**What is required**: Copy out each entry precisely; no image belongs in the result.
>>>
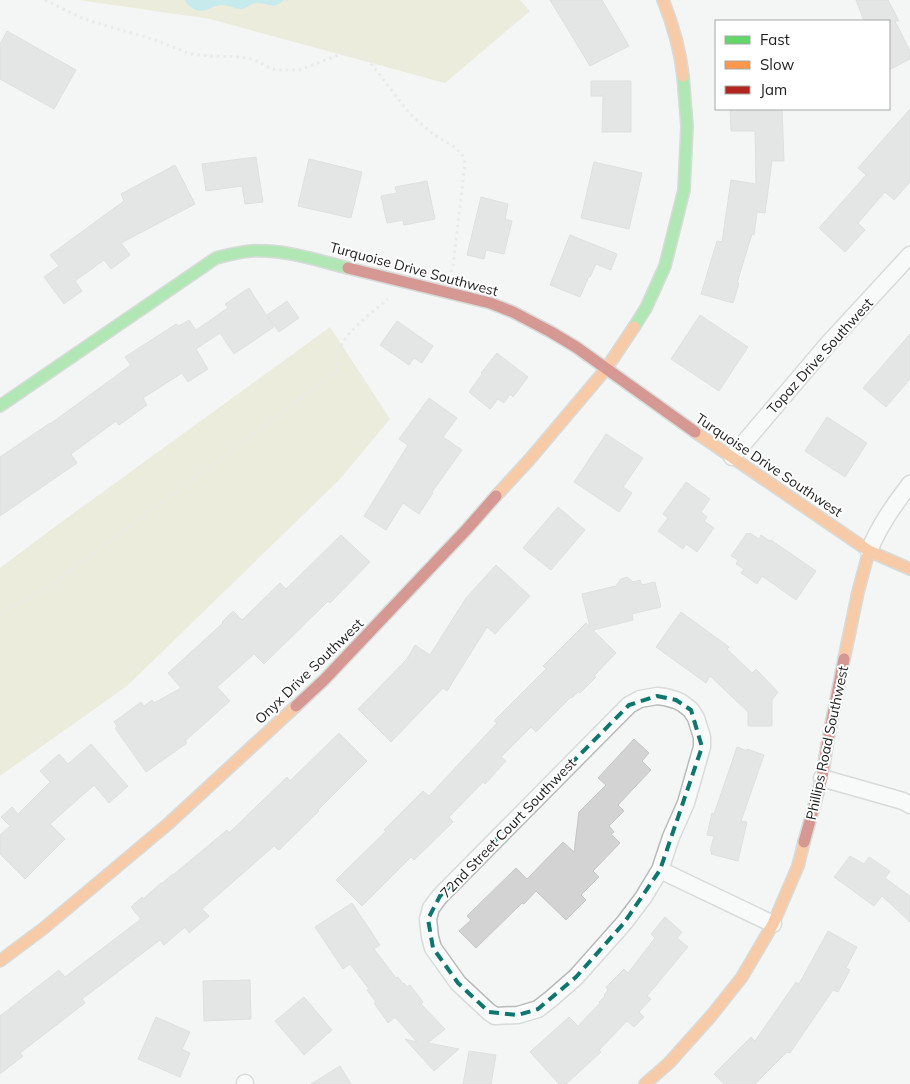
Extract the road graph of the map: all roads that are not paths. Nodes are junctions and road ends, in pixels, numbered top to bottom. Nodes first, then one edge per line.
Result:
1 (663, 0) edge
2 (910, 255) edge
3 (606, 369) junction
4 (0, 406) edge
5 (732, 457) junction
6 (910, 484) edge
7 (869, 551) junction
8 (910, 569) edge
9 (822, 778) junction
10 (910, 805) edge
11 (660, 870) junction
12 (773, 924) junction
13 (0, 961) edge
14 (645, 1084) edge

1 - 3 street, Onyx Drive Southwest
2 - 5 street, Topaz Drive Southwest
3 - 4 street, Turquoise Drive Southwest
3 - 5 street, Turquoise Drive Southwest
3 - 13 street, Onyx Drive Southwest
5 - 7 street, Turquoise Drive Southwest
6 - 7 street, Phillips Road Southwest
7 - 8 street, Turquoise Drive Southwest
7 - 9 street, Phillips Road Southwest
9 - 10 street
9 - 12 street, Phillips Road Southwest
11 - 11 street, 72nd Street Court Southwest
11 - 12 street
12 - 14 street, Phillips Road Southwest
<<<
**Output below**:
Extract the road graph of the map: all roads that are not paths. Nodes are junctions and road ends, in pixels, numbered top to bottom. Nodes first, then one edge per line.
Result:
1 (663, 0) edge
2 (910, 255) edge
3 (606, 369) junction
4 (0, 406) edge
5 (732, 457) junction
6 (910, 484) edge
7 (869, 551) junction
8 (910, 569) edge
9 (822, 778) junction
10 (910, 805) edge
11 (660, 870) junction
12 (773, 924) junction
13 (0, 961) edge
14 (645, 1084) edge

1 - 3 street, Onyx Drive Southwest
2 - 5 street, Topaz Drive Southwest
3 - 4 street, Turquoise Drive Southwest
3 - 5 street, Turquoise Drive Southwest
3 - 13 street, Onyx Drive Southwest
5 - 7 street, Turquoise Drive Southwest
6 - 7 street, Phillips Road Southwest
7 - 8 street, Turquoise Drive Southwest
7 - 9 street, Phillips Road Southwest
9 - 10 street
9 - 12 street, Phillips Road Southwest
11 - 11 street, 72nd Street Court Southwest
11 - 12 street
12 - 14 street, Phillips Road Southwest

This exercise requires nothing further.